- Judge Brett Kavanaugh on Thursday was slammed by reproductive-rights groups after he referred to some forms of birth control as “abortion-inducing drugs” during his confirmation hearing for the Supreme Court.
- Kavanaugh’s remarks were characterised as “anti-woman, anti-science propaganda.”
- Kavanaugh’s comments on Thursday have bolstered concerns from critics regarding his stance on Roe v. Wade.
Judge Brett Kavanaugh on Thursday was slammed by reproductive-rights groups after he seemingly referred to some forms of birth control as “abortion-inducing drugs” during his confirmation hearing for the Supreme Court.
During the hearing, Republican Sen. Ted Cruz questioned Kavanaugh about his role in the 2015Priests for Life v. HHS case. At the time, Kavanaugh wrote a dissent in which he defended the anti-abortion Catholic group, which didn’t want to provide insurance coverage to employees for contraceptives.
When asked about this on Thursday, Kavanaugh said, “Filling out the form would make them complicit in the provision of the abortion-inducing drugs that they were, as a religious matter, objected to.”
Kavanaugh seems to refer to birth control as "abortion-inducing drugs" pic.twitter.com/JILxzYiN6b
— Aaron Rupar (@atrupar) September 6, 2018
Groups that champion reproductive rights, like NARAL Pro-Choice America, the Planned Parenthood Action Fund, and the Center for Reproductive Rights, rebuked Kavanaugh for using the term, “abortion-inducing drugs.”
‘Anti-woman, anti-science propaganda’
“Kavanaugh just referred to birth control as ‘abortion-inducing drugs,’ which is not only an anti-science lie, it’s an anti-choice extremist phrase that shows that our right to access both abortion and contraception would be in SERIOUS danger if he is confirmed,” NARAL tweeted.
Dawn Laguens, executive vice president at the Planned Parenthood Action Fund, told HuffPost that Kavanaugh’s remarks were “anti-woman, anti-science propaganda.”
“Let me break it down for you, Brett,” Laguens added. “Birth control is basic health care. Birth control allows women to plan their futures, participate in the economy, and ― for some women with health issues like endometriosis ― allows them to get through the day.”

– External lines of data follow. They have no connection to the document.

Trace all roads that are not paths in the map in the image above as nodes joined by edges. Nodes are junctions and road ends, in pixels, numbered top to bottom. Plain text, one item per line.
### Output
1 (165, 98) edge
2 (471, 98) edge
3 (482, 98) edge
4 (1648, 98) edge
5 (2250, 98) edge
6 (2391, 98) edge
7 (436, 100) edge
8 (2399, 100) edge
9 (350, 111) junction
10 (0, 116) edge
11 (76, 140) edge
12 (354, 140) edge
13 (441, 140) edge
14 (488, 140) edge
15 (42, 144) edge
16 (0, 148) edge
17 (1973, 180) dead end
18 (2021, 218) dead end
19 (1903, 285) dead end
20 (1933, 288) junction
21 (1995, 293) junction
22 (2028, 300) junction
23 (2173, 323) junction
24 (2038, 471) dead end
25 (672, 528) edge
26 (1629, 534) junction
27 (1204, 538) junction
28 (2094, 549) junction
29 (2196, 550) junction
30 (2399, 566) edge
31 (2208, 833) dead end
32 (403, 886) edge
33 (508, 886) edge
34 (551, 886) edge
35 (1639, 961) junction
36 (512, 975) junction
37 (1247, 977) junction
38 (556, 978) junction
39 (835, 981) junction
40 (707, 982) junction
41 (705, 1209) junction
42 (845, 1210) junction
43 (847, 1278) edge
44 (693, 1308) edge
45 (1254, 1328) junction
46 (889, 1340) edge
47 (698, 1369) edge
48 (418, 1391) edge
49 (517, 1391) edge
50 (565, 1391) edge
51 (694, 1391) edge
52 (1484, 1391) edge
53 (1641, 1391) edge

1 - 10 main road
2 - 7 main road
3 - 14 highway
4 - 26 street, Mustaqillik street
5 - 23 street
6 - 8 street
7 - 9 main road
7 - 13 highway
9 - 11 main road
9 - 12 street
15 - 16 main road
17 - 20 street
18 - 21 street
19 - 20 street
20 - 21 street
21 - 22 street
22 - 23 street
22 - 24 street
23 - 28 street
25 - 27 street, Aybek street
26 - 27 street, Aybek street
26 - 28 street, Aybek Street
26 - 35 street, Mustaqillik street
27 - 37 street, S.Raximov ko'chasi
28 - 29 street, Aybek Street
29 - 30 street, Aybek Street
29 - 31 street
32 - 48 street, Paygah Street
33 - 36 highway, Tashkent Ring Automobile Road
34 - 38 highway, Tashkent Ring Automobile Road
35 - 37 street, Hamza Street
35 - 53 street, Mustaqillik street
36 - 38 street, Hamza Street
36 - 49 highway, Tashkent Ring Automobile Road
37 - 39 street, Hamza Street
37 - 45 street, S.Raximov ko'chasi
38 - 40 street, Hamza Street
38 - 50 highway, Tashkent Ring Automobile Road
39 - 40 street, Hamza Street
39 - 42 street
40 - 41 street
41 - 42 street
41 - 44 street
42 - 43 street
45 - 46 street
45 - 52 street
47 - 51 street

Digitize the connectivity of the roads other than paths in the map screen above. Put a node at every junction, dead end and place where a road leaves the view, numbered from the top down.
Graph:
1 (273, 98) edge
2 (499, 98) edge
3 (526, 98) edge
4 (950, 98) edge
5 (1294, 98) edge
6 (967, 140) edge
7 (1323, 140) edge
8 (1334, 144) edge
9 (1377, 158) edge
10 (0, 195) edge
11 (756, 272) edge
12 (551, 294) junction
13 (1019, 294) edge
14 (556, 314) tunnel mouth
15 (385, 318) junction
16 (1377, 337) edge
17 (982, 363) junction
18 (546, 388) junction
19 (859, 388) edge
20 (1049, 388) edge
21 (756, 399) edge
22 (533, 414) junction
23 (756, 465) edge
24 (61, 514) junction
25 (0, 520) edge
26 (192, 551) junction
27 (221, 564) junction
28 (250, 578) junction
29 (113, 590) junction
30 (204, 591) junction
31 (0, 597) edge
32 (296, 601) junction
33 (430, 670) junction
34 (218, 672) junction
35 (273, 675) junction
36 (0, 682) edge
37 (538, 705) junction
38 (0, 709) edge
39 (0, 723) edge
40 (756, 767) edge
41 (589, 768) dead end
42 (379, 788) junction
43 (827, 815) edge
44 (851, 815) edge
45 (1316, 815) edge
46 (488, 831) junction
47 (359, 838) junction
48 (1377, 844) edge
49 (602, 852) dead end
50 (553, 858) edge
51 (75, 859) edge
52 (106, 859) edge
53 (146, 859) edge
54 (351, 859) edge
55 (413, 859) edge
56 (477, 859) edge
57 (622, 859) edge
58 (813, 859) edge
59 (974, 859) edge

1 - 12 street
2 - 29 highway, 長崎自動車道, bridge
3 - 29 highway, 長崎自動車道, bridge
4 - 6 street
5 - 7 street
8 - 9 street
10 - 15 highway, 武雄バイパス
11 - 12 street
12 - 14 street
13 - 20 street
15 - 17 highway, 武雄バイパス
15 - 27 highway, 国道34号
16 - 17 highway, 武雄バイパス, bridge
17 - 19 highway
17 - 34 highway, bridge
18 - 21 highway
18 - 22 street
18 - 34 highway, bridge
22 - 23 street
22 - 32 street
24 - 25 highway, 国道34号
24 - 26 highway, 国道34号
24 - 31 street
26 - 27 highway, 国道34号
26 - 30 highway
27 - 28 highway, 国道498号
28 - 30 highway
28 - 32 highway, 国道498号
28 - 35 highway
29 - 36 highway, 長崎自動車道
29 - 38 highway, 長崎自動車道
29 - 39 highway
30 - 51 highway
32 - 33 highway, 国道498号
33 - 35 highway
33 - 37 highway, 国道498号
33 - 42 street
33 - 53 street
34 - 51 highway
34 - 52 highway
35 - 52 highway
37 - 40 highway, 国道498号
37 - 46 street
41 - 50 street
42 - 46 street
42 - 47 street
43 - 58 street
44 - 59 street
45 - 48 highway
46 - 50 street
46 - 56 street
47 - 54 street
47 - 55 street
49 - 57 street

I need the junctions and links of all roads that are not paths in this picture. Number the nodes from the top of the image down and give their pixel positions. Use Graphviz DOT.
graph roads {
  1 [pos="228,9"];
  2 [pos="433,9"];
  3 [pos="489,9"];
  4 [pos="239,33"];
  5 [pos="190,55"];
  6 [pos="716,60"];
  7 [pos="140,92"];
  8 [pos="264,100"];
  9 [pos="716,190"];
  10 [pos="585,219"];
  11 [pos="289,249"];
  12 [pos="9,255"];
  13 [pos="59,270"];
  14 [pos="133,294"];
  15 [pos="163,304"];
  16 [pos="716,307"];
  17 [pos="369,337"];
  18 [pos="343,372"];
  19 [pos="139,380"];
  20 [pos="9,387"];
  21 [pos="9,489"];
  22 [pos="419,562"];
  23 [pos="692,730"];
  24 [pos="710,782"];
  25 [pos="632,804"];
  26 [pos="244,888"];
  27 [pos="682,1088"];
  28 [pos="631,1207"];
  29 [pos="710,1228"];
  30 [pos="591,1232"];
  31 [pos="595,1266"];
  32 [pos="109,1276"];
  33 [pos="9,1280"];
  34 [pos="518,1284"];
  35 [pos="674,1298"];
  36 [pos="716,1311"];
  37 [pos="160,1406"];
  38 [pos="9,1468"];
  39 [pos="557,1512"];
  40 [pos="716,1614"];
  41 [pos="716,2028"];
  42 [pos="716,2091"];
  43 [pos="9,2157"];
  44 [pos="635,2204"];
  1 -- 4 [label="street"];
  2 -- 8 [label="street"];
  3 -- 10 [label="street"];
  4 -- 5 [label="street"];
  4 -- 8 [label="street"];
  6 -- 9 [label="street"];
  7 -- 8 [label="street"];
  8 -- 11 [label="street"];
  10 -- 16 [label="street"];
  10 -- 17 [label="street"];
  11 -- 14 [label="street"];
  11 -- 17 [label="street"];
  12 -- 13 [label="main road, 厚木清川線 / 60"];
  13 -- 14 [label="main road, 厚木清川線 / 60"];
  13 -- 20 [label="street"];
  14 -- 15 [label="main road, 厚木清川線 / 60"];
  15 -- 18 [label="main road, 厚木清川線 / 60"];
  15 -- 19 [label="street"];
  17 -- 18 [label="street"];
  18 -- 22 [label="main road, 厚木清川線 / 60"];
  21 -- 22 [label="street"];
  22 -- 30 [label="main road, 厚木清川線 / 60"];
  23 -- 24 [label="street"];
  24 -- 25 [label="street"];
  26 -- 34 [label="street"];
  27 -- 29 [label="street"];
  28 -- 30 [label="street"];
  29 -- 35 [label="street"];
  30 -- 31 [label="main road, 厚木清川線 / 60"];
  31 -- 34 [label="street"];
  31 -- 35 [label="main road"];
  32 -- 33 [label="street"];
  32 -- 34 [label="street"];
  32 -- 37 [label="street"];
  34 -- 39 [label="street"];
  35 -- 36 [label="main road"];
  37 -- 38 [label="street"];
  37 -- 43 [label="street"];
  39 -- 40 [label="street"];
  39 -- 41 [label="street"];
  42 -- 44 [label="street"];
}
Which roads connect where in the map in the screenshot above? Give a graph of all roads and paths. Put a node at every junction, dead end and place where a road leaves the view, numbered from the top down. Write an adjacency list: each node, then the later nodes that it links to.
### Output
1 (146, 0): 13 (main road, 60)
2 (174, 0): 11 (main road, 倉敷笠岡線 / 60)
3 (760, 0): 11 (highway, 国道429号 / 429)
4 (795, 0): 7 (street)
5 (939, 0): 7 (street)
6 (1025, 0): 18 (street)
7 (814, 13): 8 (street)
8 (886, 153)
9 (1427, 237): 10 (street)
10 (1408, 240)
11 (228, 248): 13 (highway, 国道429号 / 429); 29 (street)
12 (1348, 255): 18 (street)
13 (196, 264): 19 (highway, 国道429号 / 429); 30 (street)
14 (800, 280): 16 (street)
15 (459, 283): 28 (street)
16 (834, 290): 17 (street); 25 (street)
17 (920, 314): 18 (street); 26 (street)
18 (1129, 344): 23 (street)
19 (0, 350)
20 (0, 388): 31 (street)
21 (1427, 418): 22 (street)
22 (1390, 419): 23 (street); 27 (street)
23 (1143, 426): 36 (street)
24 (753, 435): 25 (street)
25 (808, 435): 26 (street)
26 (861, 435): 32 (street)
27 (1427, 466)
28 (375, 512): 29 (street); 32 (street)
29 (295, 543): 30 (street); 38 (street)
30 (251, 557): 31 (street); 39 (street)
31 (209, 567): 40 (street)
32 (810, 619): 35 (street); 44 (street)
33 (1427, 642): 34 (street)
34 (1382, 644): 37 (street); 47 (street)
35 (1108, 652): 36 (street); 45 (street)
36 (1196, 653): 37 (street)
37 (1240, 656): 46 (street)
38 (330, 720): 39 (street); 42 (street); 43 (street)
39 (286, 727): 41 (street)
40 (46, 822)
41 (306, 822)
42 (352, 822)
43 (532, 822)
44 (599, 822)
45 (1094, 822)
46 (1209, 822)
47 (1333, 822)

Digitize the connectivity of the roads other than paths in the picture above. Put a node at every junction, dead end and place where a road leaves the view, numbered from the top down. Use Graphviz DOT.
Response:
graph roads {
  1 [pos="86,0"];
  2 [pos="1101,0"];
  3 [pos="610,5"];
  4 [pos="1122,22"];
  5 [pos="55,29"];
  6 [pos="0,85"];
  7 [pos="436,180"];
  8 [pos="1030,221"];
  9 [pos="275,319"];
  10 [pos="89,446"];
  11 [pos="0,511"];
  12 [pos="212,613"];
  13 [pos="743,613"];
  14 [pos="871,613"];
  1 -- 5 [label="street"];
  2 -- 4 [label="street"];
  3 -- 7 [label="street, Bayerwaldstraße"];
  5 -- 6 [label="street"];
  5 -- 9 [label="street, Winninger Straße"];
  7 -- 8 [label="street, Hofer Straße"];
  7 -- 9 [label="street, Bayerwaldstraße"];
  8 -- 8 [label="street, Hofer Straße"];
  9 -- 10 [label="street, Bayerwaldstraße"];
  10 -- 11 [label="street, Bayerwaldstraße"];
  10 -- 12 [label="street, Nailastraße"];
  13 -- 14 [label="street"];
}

The Center for Reproductive Rights in a tweet said Kavanaugh’s remarks were “straight out of the anti-choice, anti-science phrase book used to restrict women’s access to essential health care.”
Kavanaugh was also criticised by Democratic Sen. Dianne Feinstein, who sits on the Senate Judiciary Committee. Feinstein on Thursday tweeted his comments were “further proof” of his “hostility toward women’s reproductive freedom.”
But it’s also unclear if Kavanaugh was referencing all birth control in his statement on Thursday or was just pointing to the specific views of the Catholic organisation.
With that said, Priests for Life is opposed to all forms of contraception and has been accused of falsely conflating birth control with abortion with such terminology.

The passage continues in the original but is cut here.